#### Task statement
Locate the string "positions" throughout the material and copy every line in which it occurs.

#### Working data
::::::::::
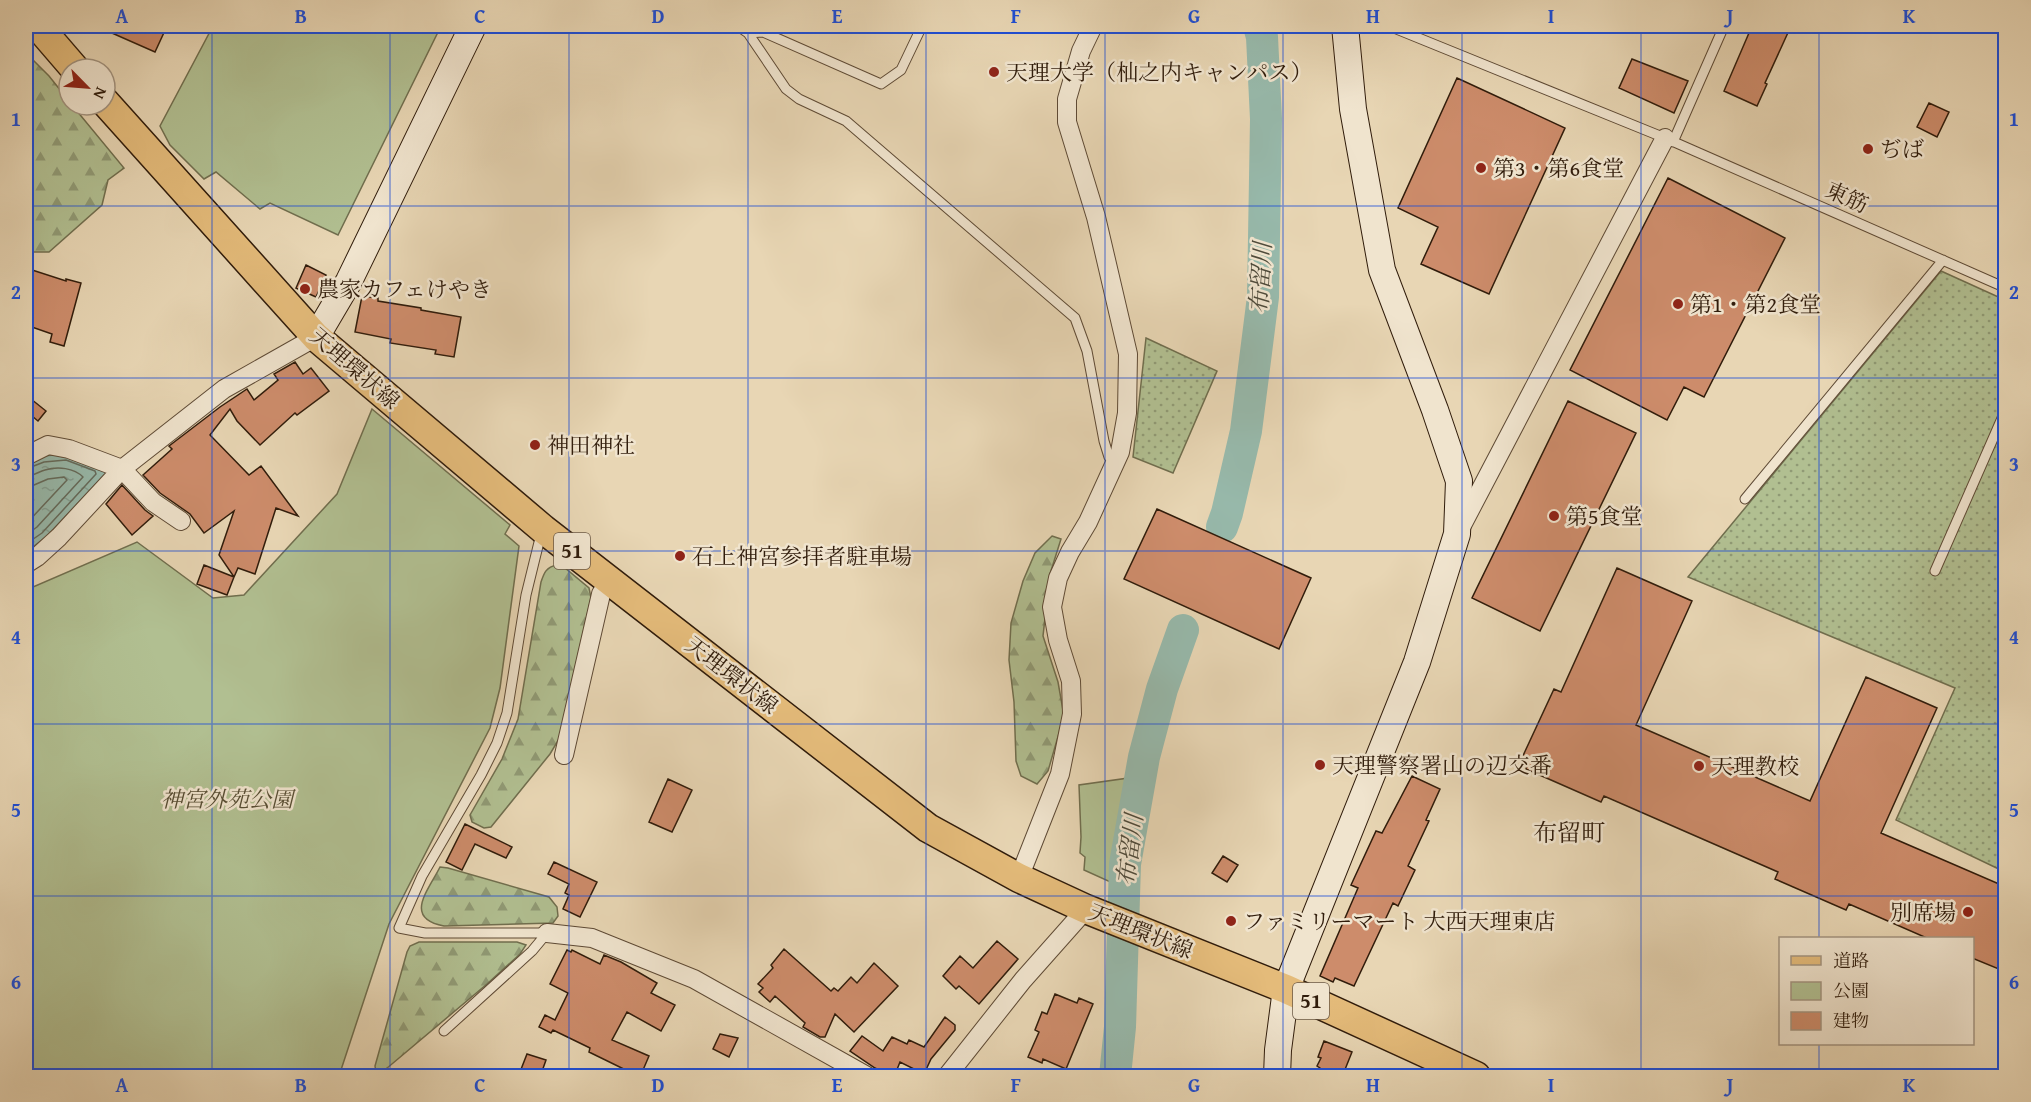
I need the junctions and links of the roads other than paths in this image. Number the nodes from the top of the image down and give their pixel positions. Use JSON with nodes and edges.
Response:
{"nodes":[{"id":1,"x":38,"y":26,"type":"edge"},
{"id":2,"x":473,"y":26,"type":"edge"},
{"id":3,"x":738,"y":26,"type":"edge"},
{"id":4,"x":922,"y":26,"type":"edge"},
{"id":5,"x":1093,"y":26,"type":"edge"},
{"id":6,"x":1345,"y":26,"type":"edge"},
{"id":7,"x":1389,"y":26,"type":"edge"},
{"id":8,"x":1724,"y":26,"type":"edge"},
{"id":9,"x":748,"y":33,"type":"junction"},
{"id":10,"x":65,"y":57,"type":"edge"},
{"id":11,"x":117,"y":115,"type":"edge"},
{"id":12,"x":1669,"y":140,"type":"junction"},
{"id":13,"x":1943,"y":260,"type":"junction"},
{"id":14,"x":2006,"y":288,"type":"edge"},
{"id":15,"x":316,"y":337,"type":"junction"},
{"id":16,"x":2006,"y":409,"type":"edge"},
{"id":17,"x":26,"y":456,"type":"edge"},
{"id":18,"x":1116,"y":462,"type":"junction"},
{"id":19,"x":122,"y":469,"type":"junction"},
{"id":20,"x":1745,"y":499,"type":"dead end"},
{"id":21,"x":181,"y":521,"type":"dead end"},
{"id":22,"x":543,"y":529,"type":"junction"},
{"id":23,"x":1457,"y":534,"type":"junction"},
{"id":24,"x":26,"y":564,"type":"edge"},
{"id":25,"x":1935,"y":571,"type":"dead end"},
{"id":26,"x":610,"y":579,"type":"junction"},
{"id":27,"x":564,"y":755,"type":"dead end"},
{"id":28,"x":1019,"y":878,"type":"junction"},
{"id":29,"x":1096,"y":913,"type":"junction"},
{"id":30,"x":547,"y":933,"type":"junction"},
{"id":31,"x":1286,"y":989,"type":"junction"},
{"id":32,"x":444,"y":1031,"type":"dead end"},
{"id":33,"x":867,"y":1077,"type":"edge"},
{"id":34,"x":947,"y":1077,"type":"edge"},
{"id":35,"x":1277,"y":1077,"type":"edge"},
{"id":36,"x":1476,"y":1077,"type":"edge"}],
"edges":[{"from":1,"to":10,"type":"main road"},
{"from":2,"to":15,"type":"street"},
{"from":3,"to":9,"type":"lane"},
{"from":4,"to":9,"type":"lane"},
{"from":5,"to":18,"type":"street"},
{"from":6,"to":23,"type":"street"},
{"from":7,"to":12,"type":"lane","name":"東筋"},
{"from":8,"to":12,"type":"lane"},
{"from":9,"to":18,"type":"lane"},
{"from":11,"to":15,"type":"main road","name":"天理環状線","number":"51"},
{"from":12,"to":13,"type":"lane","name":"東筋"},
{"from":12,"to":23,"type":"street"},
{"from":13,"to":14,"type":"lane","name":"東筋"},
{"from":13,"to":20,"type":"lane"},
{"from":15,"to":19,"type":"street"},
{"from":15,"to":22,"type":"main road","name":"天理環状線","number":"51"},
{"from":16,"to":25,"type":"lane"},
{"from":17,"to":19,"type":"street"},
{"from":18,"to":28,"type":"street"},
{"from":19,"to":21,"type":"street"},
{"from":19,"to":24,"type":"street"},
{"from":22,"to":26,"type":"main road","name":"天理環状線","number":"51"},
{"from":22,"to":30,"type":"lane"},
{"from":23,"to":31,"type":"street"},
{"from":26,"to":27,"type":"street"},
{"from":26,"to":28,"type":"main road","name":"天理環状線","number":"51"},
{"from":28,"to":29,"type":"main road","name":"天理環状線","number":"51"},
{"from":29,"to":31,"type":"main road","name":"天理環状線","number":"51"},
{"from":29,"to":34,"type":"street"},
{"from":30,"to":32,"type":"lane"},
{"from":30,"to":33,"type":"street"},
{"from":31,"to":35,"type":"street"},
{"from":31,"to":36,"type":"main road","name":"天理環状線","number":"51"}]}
::::::::::
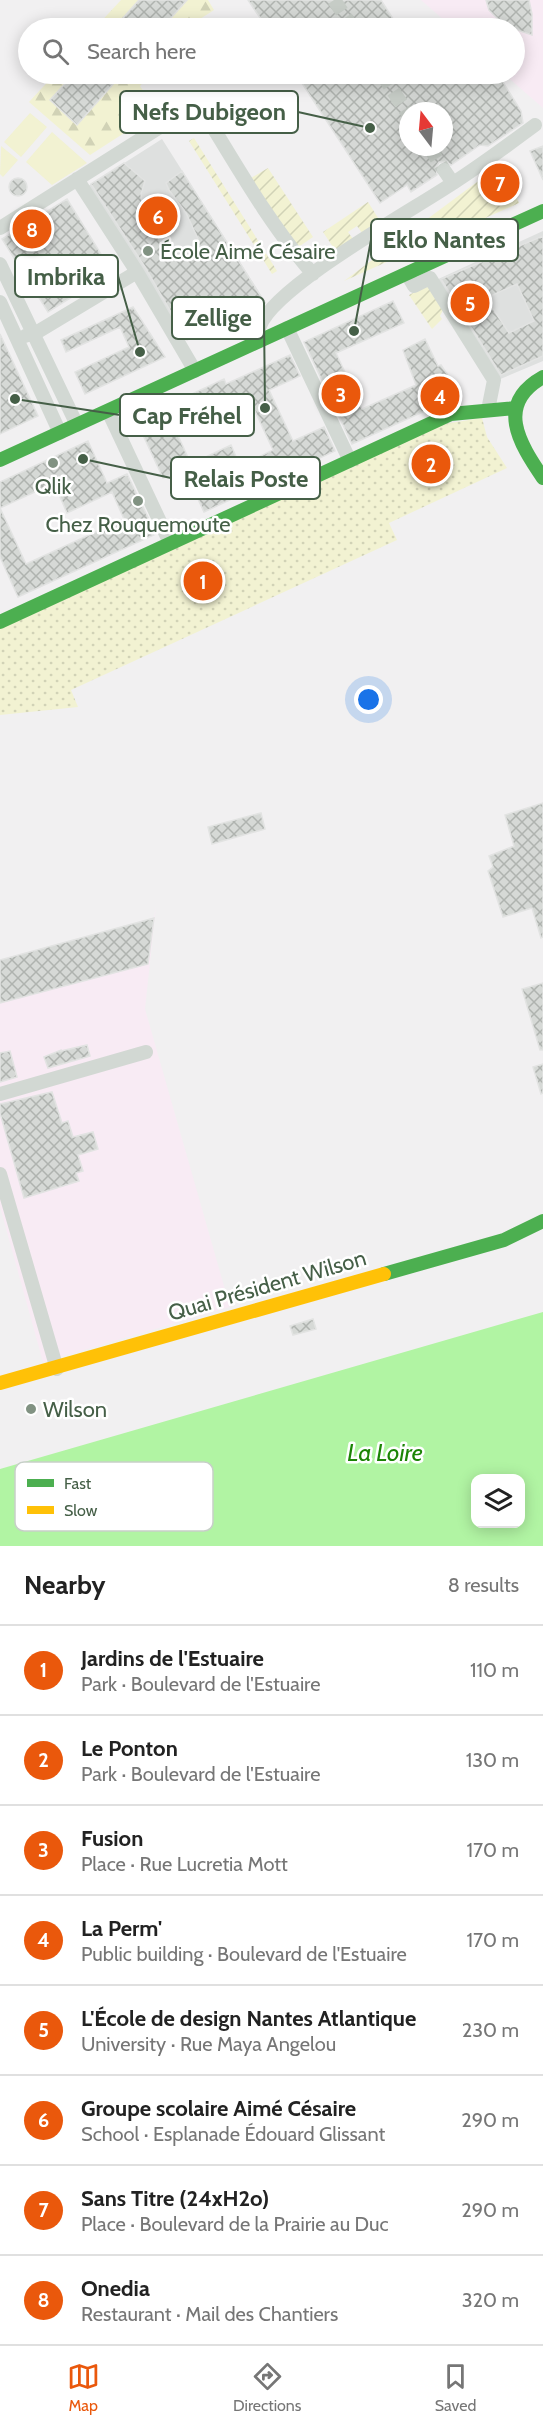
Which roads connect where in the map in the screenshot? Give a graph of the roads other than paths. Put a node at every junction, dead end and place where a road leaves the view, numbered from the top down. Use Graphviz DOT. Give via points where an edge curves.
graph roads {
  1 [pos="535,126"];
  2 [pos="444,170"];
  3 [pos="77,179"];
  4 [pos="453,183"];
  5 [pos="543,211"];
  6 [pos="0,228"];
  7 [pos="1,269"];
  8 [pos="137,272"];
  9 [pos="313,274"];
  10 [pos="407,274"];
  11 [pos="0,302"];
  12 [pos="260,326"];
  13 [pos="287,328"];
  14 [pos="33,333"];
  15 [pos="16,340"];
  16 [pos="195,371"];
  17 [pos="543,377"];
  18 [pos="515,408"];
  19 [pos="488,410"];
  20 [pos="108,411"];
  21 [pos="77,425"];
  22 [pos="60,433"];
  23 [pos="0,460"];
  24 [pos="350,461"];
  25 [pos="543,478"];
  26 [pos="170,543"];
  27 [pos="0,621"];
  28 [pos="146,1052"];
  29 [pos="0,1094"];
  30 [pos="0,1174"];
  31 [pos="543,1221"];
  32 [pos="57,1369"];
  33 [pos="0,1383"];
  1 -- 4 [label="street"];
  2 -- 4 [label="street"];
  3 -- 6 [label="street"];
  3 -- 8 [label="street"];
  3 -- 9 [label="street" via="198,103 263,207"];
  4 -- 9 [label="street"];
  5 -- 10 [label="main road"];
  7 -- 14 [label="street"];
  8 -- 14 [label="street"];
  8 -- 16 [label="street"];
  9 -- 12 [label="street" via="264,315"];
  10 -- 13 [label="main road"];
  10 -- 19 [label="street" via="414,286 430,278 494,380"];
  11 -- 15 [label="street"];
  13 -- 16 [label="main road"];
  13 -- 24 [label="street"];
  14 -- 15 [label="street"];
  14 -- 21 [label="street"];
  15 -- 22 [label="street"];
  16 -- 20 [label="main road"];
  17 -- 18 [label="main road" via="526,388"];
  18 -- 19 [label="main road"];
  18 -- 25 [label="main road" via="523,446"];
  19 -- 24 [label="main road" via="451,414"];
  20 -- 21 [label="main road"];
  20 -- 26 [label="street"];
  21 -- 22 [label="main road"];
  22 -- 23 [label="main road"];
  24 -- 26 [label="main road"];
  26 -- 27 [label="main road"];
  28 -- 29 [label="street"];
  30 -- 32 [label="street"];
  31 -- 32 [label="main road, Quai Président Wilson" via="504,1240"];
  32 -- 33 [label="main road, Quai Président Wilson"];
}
::::::::::
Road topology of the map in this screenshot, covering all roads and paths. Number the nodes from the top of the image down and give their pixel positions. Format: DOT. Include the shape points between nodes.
::::::::::
#### Output
I need the junctions and links of the roads other than paths in this image. Number the nodes from the top of the image down and give their pixel positions. Use JSON with nodes and edges.
Road topology of the map in this screenshot, covering all roads and paths. Number the nodes from the top of the image down and give their pixel positions. Format: DOT. Include the shape points between nodes.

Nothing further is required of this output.